This is my new favorite thing to add to everything for a hit of nutrition, fiber, flavor and crunch. You can buy products where the grinding of nuts and seeds has been done for you, but I like to do it myself. It’s cheaper, and I can see exactly what’s going into it.
I use this to top my morning porridge or yogurt, and I just used it as a substitute for bran in a wholesome morning muffin the recipe for which I will be posting in the near future. You could sprinkle it on fresh fruit or cooked or raw vegetables. Toss it into buttered pasta. Use it as a base in pesto. It would make a good substitute in any recipe calling for ground nuts.
Why are we soaking and dehydrating the nuts? And why don’t I do this with every recipe? Because a lot of nuts and seeds have enzyme inhibitors that prevent proper digestion. Soaking/sprouting removes the inhibitors and dehydrating–though not the most convenient thing to do–makes them crisp and crunchy without destroying the nutrients and perfect for long-term storage. Sometimes I don’t feel like going to the trouble of doing all this for a batch of cookies that will be eaten up in a short period of time, no one person eating that many. But when you’re talking about something that will become part of a daily routine and is intended to make you feel good, well, enough said. And I can attest to the benefit of it. I eat a lot of nuts, and eating a handful of unsprouted nuts, though initially satisfying, doesn’t make me feel as good as the sprouted nuts do. Try it, you’ll see. At the very least they taste really good.
Nutritious Delicious Nut Meal (makes 4 cups)
1 cup (240ml) organic flax meal (ground flax seeds)
1 cup (240ml) organic raw whole almonds, soaked and dehydrated
1 cup (240ml) organic raw walnuts or pecans, whole or pieces, soaked and dehydrated
1 cup (240ml) organic raw whole Brazil nuts
*Flax seeds have to be ground otherwise the exterior shell prevents them from being digested. You can buy flax meal or use a spice/coffee grinder or a Vitamix–should you be so lucky to have one. They don’t really break down very well in a food processor. At least not in mine.

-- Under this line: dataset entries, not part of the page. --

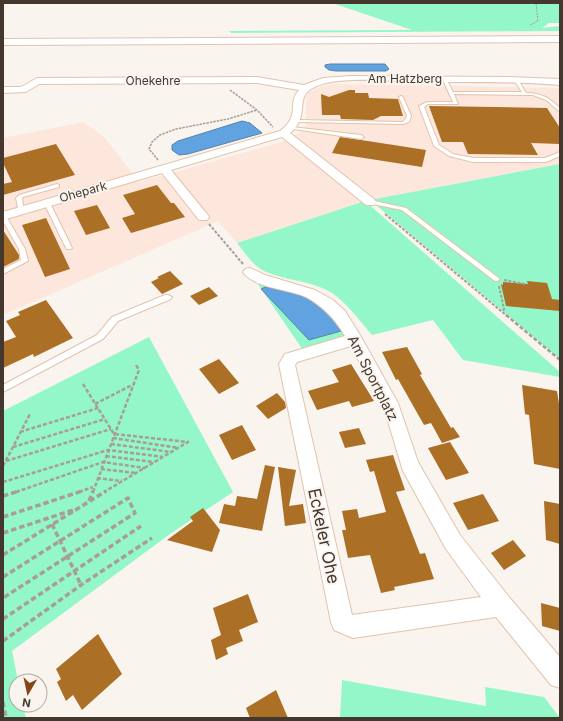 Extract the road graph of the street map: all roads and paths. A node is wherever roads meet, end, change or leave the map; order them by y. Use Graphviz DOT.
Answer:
graph roads {
  1 [pos="536,3"];
  2 [pos="531,30"];
  3 [pos="560,34"];
  4 [pos="3,38"];
  5 [pos="560,39"];
  6 [pos="3,42"];
  7 [pos="444,79"];
  8 [pos="515,79"];
  9 [pos="560,82"];
  10 [pos="227,87"];
  11 [pos="306,88"];
  12 [pos="3,90"];
  13 [pos="451,93"];
  14 [pos="525,94"];
  15 [pos="401,96"];
  16 [pos="257,110"];
  17 [pos="560,111"];
  18 [pos="291,127"];
  19 [pos="361,137"];
  20 [pos="560,154"];
  21 [pos="164,168"];
  22 [pos="57,186"];
  23 [pos="370,202"];
  24 [pos="47,203"];
  25 [pos="21,211"];
  26 [pos="3,216"];
  27 [pos="203,217"];
  28 [pos="69,248"];
  29 [pos="3,272"];
  30 [pos="250,272"];
  31 [pos="497,280"];
  32 [pos="525,284"];
  33 [pos="168,297"];
  34 [pos="503,312"];
  35 [pos="355,339"];
  36 [pos="560,360"];
  37 [pos="136,365"];
  38 [pos="82,384"];
  39 [pos="134,384"];
  40 [pos="3,389"];
  41 [pos="95,404"];
  42 [pos="98,408"];
  43 [pos="30,414"];
  44 [pos="105,419"];
  45 [pos="111,429"];
  46 [pos="20,432"];
  47 [pos="114,434"];
  48 [pos="113,438"];
  49 [pos="111,444"];
  50 [pos="13,447"];
  51 [pos="180,448"];
  52 [pos="108,450"];
  53 [pos="172,452"];
  54 [pos="106,456"];
  55 [pos="164,457"];
  56 [pos="6,461"];
  57 [pos="103,462"];
  58 [pos="154,462"];
  59 [pos="3,466"];
  60 [pos="145,468"];
  61 [pos="101,469"];
  62 [pos="136,473"];
  63 [pos="97,478"];
  64 [pos="122,481"];
  65 [pos="3,482"];
  66 [pos="94,487"];
  67 [pos="3,496"];
  68 [pos="88,501"];
  69 [pos="76,508"];
  70 [pos="3,517"];
  71 [pos="52,524"];
  72 [pos="141,526"];
  73 [pos="3,533"];
  74 [pos="152,538"];
  75 [pos="61,542"];
  76 [pos="3,555"];
  77 [pos="68,556"];
  78 [pos="75,571"];
  79 [pos="3,577"];
  80 [pos="81,585"];
  81 [pos="3,598"];
  82 [pos="501,605"];
  83 [pos="3,619"];
  84 [pos="3,641"];
  85 [pos="560,676"];
  86 [pos="3,702"];
  87 [pos="6,718"];
  1 -- 2 [label="path"];
  2 -- 3 [label="highway"];
  2 -- 4 [label="highway"];
  5 -- 6 [label="highway"];
  7 -- 8 [label="street, Am Hatzberg"];
  7 -- 11 [label="street, Am Hatzberg"];
  7 -- 13 [label="lane"];
  8 -- 9 [label="street, Am Hatzberg"];
  8 -- 14 [label="lane"];
  10 -- 16 [label="path"];
  11 -- 12 [label="street, Ohekehre"];
  11 -- 18 [label="street"];
  13 -- 14 [label="lane"];
  13 -- 20 [label="lane"];
  14 -- 17 [label="lane"];
  15 -- 18 [label="lane"];
  16 -- 18 [label="path"];
  16 -- 21 [label="path"];
  18 -- 19 [label="lane"];
  18 -- 21 [label="street"];
  18 -- 23 [label="street"];
  21 -- 24 [label="street, Ohepark"];
  21 -- 27 [label="street"];
  22 -- 25 [label="lane"];
  23 -- 31 [label="lane"];
  23 -- 34 [label="path"];
  24 -- 25 [label="street, Ohepark"];
  24 -- 28 [label="lane"];
  25 -- 26 [label="street, Ohepark"];
  26 -- 29 [label="lane"];
  27 -- 30 [label="path"];
  30 -- 35 [label="street, Am Sportplatz"];
  31 -- 32 [label="path"];
  31 -- 34 [label="path"];
  33 -- 40 [label="lane"];
  34 -- 36 [label="path"];
  35 -- 82 [label="street, Am Sportplatz"];
  35 -- 82 [label="street, Eckeler Ohe"];
  37 -- 39 [label="path"];
  38 -- 41 [label="path"];
  39 -- 41 [label="path"];
  39 -- 47 [label="path"];
  41 -- 42 [label="path"];
  42 -- 44 [label="path"];
  42 -- 46 [label="path"];
  43 -- 46 [label="path"];
  44 -- 45 [label="path"];
  44 -- 50 [label="path"];
  45 -- 47 [label="path"];
  45 -- 56 [label="path"];
  46 -- 50 [label="path"];
  47 -- 48 [label="path"];
  47 -- 51 [label="path"];
  48 -- 49 [label="path"];
  48 -- 51 [label="path"];
  49 -- 52 [label="path"];
  49 -- 53 [label="path"];
  50 -- 56 [label="path"];
  51 -- 53 [label="path"];
  52 -- 54 [label="path"];
  52 -- 55 [label="path"];
  52 -- 65 [label="path"];
  53 -- 55 [label="path"];
  54 -- 57 [label="path"];
  54 -- 58 [label="path"];
  55 -- 58 [label="path"];
  56 -- 59 [label="path"];
  57 -- 60 [label="path"];
  57 -- 61 [label="path"];
  57 -- 67 [label="path"];
  58 -- 60 [label="path"];
  60 -- 62 [label="path"];
  61 -- 62 [label="path"];
  61 -- 63 [label="path"];
  62 -- 64 [label="path"];
  63 -- 64 [label="path"];
  63 -- 66 [label="path"];
  64 -- 68 [label="path"];
  66 -- 68 [label="path"];
  66 -- 70 [label="path"];
  68 -- 69 [label="path"];
  69 -- 71 [label="path"];
  69 -- 73 [label="path"];
  71 -- 75 [label="path"];
  71 -- 76 [label="path"];
  72 -- 78 [label="path"];
  74 -- 80 [label="path"];
  75 -- 77 [label="path"];
  75 -- 77 [label="path"];
  75 -- 79 [label="path"];
  77 -- 78 [label="path"];
  77 -- 81 [label="path"];
  78 -- 80 [label="path"];
  78 -- 83 [label="path"];
  80 -- 84 [label="path"];
  82 -- 85 [label="street, Am Sportplatz"];
  86 -- 87 [label="path"];
}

Soak the almonds and walnuts separately by covering with filtered water and 1/2 teaspoon of sea salt. Let the nuts soak at least 8 hours. Drain the nuts, pat dry, and spread out on a stainless steel baking sheet. You don’t have to, but you can slip the skins off the almonds at this point. If you need to cover you baking sheet, use parchment paper, not aluminum foil. Bake on the warm setting (150F/65C degrees) for 12 to 24 hours. I find walnuts and pecans are nice and crispy after 12 hours, but almonds take the full 24 to get where I want them. If you have a dehydrator you can use it instead. I do this when I know I’m going to be home for a long stretch, and if I have to leave and my husband isn’t here, I turn the oven off and pick up when I get back. You can do a larger batch if you want more for snacks.
Pulse the almonds, walnut and Brazil nuts in a food processor until they are close to resembling cornmeal. Be careful not to go too far or you’ll have nut butter.
Either add the flax meal and give the mixture a few pulses to combine or toss it all together in a bowl.
Store in an airtight container in the refrigerator to keep the meal fresh. Walnuts can go rancid rather quickly when kept at room temperature, so it’s just easier to keep it all in the fridge. I use a glass container with a tight-fitting lid to make sure funky odors don’t seep in. Plastic doesn’t seem to do as good a job.